Oh. It was a big toolbox. One of those that go crosswise across the entire bed of a truck. He handed me the flashlight, grabbed the edge of the truck bed, and in a move like a gymnast, heaved himself up, then swung both legs over and landed on his feet with a dull, metallic thud before taking the flashlight from me and opening the box.
I said, “It’s to stake down the electric fence so we can get across. That’s the only way I know to cross it, and we don’t just have to get across ourselves, we have to get the others across, too.” I was talking too much again. I couldn’t help it. Now that we were almost there, I was nearly dancing with the need to move, to get it done and get out of here.
“Right,” he said, then fossicked about in there, the clank of metal loud in the quiet night, while I held my breath. In the distance, a dog barked, a nearly rumbling sound from a very deep chest, and I tensed some more and tried to force my breathing to slow. Finally, though, Gray pulled out a packet, stuffed it into the back pocket of his jeans, set the lid of the toolbox down without extra noise, vaulted down the same way he’d come up, like it was no trouble at all, and said, “Good to go.”
“You happened to have tent stakes in your toolbox,” I said.
“No.

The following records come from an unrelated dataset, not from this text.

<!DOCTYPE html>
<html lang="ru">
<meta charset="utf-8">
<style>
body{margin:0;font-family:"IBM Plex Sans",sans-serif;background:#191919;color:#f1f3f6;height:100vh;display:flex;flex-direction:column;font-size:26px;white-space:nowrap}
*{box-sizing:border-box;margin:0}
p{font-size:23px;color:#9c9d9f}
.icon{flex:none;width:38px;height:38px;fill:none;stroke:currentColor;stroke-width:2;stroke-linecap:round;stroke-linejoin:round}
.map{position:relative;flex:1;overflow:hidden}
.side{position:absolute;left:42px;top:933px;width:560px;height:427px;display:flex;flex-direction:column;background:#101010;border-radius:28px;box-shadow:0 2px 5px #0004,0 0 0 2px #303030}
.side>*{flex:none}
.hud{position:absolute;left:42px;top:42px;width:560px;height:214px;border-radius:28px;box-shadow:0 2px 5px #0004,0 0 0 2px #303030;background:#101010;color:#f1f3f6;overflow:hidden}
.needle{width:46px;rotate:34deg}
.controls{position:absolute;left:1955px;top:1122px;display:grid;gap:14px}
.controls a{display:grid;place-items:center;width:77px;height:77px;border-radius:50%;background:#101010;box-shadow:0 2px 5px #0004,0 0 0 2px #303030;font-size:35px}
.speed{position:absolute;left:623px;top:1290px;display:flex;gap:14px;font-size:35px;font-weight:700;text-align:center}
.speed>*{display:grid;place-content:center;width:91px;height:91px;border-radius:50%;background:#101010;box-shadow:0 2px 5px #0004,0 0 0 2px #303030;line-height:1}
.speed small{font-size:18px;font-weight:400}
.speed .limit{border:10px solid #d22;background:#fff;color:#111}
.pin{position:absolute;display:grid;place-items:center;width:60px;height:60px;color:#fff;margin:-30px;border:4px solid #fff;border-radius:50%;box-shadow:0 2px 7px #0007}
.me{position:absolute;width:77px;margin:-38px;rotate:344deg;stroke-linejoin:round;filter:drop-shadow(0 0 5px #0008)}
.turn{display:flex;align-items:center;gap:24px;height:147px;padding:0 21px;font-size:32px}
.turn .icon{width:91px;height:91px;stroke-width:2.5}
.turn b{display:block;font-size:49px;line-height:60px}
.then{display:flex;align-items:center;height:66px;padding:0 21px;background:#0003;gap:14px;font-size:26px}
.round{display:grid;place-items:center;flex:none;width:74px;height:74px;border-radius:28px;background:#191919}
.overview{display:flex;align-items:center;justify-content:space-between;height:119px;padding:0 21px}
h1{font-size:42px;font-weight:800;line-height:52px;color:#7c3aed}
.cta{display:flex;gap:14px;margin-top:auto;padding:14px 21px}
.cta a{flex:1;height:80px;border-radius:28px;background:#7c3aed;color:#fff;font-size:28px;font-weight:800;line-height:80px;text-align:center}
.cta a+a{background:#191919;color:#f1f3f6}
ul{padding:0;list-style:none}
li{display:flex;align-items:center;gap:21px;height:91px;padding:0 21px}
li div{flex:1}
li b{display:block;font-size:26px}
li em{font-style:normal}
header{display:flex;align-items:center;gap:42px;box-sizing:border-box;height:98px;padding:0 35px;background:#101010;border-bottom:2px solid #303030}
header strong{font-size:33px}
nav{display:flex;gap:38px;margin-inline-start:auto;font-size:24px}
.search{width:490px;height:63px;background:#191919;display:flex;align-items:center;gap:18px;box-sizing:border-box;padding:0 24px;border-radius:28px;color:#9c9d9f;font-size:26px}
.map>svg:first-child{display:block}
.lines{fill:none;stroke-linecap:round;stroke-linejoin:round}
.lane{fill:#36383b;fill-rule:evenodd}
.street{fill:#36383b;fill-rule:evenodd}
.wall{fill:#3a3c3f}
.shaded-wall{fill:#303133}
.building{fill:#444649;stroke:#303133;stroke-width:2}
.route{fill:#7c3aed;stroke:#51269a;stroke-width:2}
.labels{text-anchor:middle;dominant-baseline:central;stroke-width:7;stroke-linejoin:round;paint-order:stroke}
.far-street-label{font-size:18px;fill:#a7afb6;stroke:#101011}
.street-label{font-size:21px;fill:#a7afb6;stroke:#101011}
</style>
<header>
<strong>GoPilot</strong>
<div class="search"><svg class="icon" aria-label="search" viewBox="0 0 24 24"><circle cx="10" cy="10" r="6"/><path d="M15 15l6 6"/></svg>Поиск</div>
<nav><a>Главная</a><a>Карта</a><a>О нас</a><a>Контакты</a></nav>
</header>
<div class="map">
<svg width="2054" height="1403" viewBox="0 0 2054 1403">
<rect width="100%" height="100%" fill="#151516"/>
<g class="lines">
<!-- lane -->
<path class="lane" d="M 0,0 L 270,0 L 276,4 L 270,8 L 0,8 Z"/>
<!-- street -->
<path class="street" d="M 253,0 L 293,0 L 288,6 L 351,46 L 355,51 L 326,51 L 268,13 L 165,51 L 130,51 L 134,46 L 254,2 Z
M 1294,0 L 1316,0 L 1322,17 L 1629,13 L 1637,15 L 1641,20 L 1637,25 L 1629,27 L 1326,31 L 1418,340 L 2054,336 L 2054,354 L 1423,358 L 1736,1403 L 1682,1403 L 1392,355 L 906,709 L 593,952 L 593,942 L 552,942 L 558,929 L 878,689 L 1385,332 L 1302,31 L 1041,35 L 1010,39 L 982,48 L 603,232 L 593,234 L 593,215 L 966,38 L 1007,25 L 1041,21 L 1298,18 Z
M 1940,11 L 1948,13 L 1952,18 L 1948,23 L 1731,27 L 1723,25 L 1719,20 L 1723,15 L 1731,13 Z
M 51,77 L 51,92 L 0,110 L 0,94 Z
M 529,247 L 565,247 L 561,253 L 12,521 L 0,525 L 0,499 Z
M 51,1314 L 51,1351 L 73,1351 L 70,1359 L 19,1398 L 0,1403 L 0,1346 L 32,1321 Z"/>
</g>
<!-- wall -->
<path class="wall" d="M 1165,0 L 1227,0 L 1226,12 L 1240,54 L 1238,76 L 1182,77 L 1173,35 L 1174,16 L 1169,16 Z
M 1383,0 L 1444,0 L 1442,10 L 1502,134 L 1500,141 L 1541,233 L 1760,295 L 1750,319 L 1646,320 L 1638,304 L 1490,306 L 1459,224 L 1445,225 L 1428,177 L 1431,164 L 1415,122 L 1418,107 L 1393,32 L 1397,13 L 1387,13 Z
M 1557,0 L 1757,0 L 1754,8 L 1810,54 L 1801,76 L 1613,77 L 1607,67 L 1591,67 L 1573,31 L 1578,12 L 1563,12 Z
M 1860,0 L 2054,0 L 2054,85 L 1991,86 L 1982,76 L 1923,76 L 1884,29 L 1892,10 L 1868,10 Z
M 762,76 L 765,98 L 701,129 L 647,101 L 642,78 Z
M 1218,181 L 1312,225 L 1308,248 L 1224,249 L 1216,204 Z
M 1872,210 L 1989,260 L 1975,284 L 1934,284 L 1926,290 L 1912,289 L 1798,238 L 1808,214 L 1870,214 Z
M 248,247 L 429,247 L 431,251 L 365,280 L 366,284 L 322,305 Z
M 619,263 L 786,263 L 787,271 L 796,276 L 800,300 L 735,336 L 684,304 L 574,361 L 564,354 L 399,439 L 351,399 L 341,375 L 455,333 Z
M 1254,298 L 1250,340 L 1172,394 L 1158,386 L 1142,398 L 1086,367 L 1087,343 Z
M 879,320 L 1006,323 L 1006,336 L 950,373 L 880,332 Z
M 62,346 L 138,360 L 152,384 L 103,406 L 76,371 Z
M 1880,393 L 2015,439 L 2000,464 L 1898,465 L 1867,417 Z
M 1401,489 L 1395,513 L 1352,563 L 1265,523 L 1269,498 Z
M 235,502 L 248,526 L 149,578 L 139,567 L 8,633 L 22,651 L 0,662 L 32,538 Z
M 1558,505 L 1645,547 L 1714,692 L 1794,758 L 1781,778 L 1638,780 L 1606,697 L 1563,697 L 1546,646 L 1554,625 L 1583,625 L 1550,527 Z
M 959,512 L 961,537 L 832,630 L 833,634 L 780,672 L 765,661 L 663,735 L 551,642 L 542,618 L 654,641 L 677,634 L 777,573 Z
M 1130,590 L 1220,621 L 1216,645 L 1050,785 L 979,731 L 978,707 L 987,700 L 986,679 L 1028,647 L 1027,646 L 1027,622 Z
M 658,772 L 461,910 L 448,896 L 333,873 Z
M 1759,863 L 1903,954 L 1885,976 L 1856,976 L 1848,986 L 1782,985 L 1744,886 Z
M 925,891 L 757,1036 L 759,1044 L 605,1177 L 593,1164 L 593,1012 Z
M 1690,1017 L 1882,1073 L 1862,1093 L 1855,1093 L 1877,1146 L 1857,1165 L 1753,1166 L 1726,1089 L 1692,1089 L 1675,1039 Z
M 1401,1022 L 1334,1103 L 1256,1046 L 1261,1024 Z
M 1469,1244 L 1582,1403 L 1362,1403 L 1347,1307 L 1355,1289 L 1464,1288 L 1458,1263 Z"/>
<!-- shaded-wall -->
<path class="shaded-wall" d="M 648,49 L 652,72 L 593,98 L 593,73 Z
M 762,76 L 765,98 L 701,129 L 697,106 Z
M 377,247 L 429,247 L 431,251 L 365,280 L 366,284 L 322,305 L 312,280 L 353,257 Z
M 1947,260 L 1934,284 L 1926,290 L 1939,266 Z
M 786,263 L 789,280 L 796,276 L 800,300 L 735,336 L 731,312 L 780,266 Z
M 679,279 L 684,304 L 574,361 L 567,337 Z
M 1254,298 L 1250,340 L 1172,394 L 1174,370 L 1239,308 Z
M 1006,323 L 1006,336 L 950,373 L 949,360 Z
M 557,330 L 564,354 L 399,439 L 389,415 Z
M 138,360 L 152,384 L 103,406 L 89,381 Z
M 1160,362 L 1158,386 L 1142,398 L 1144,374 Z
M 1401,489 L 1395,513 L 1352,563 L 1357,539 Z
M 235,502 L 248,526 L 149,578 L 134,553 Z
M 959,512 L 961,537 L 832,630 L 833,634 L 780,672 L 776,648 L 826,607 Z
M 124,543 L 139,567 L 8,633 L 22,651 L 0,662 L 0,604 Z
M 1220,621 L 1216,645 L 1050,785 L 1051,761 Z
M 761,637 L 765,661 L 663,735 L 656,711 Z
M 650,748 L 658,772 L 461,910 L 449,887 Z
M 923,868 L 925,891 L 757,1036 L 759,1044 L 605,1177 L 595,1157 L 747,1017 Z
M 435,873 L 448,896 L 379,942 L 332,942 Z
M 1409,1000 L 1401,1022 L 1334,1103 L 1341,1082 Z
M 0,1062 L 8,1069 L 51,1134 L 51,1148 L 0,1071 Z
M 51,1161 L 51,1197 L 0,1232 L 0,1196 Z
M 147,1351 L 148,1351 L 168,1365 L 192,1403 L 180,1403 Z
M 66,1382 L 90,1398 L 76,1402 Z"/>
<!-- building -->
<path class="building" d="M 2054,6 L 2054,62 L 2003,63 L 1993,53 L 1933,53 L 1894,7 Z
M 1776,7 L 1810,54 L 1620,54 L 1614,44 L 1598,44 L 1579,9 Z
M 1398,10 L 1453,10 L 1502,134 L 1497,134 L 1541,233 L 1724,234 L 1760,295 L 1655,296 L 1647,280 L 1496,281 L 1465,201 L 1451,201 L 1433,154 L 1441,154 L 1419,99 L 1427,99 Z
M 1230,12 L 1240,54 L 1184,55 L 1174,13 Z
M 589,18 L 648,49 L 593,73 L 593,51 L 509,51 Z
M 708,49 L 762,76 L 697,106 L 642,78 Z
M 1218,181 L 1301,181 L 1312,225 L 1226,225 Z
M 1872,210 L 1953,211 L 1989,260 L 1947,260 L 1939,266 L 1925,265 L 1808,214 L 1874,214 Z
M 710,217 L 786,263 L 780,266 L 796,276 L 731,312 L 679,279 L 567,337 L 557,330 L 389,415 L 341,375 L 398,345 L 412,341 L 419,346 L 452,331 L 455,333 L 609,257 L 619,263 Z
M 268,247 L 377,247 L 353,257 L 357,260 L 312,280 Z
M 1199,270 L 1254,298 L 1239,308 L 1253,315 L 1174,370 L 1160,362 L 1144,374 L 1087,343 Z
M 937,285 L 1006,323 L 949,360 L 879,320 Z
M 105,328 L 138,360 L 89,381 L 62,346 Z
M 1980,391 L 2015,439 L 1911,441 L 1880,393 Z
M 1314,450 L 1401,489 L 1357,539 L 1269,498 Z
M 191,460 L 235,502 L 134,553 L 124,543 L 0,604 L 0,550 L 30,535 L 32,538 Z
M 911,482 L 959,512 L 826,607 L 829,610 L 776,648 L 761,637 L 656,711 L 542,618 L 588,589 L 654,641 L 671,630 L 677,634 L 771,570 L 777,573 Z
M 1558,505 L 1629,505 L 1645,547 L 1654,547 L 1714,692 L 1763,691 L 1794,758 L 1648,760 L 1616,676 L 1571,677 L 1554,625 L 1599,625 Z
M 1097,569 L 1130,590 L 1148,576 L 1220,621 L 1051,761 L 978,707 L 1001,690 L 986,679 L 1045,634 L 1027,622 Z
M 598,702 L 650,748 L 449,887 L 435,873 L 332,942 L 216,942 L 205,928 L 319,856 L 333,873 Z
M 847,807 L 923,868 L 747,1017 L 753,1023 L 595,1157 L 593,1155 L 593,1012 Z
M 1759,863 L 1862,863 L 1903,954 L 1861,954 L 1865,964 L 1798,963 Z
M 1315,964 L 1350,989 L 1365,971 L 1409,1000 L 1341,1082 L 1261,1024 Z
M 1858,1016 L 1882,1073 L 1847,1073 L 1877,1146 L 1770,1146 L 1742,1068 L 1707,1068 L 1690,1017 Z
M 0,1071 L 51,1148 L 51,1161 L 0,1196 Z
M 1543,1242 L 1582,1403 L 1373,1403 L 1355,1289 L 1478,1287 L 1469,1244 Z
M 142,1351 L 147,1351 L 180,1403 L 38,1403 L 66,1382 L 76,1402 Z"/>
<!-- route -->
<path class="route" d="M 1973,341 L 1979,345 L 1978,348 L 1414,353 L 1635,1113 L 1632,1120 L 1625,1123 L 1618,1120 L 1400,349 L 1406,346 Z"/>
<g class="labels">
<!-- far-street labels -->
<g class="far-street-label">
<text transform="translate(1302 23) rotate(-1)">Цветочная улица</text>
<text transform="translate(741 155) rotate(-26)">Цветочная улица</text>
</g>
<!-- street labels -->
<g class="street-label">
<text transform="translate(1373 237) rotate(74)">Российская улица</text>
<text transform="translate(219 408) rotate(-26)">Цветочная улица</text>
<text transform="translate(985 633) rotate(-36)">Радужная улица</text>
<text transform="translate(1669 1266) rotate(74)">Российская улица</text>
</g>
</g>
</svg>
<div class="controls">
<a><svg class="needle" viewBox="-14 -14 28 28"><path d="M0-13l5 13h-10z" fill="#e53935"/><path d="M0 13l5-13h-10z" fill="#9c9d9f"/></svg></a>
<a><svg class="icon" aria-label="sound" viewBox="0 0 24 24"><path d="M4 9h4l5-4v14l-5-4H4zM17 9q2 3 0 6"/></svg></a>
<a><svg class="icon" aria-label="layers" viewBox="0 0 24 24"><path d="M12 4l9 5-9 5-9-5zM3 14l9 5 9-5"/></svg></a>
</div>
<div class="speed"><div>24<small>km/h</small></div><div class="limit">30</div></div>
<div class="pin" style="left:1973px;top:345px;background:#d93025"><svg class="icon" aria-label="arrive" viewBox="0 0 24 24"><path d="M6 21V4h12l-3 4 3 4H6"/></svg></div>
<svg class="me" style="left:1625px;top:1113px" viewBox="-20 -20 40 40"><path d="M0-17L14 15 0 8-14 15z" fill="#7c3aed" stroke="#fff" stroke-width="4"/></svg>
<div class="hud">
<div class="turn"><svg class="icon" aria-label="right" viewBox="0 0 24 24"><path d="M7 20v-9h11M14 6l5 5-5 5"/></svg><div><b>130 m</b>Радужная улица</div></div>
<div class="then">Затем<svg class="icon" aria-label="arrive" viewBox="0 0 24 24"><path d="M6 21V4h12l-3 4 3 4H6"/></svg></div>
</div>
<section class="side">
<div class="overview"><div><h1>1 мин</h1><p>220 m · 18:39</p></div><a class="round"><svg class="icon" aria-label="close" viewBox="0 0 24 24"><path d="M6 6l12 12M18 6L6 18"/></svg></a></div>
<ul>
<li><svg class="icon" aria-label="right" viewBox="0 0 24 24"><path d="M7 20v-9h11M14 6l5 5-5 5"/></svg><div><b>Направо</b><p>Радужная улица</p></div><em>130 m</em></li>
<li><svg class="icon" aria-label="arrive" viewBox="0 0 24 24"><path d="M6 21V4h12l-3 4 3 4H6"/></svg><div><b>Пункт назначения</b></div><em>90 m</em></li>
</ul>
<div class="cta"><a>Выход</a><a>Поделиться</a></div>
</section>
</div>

I happened to have something that’ll work. For landscaping.”
“Are you a landscaper, then?” It would explain the scars on his knuckles, and the absurd level of fitness.
“No,” he said. “Do you want to have a chat about occupations, or do you want to get across that fence? Here. You hold the torch.” He’d switched it to the red setting already, but was grabbing something else out of the truck bed. Something long and heavy.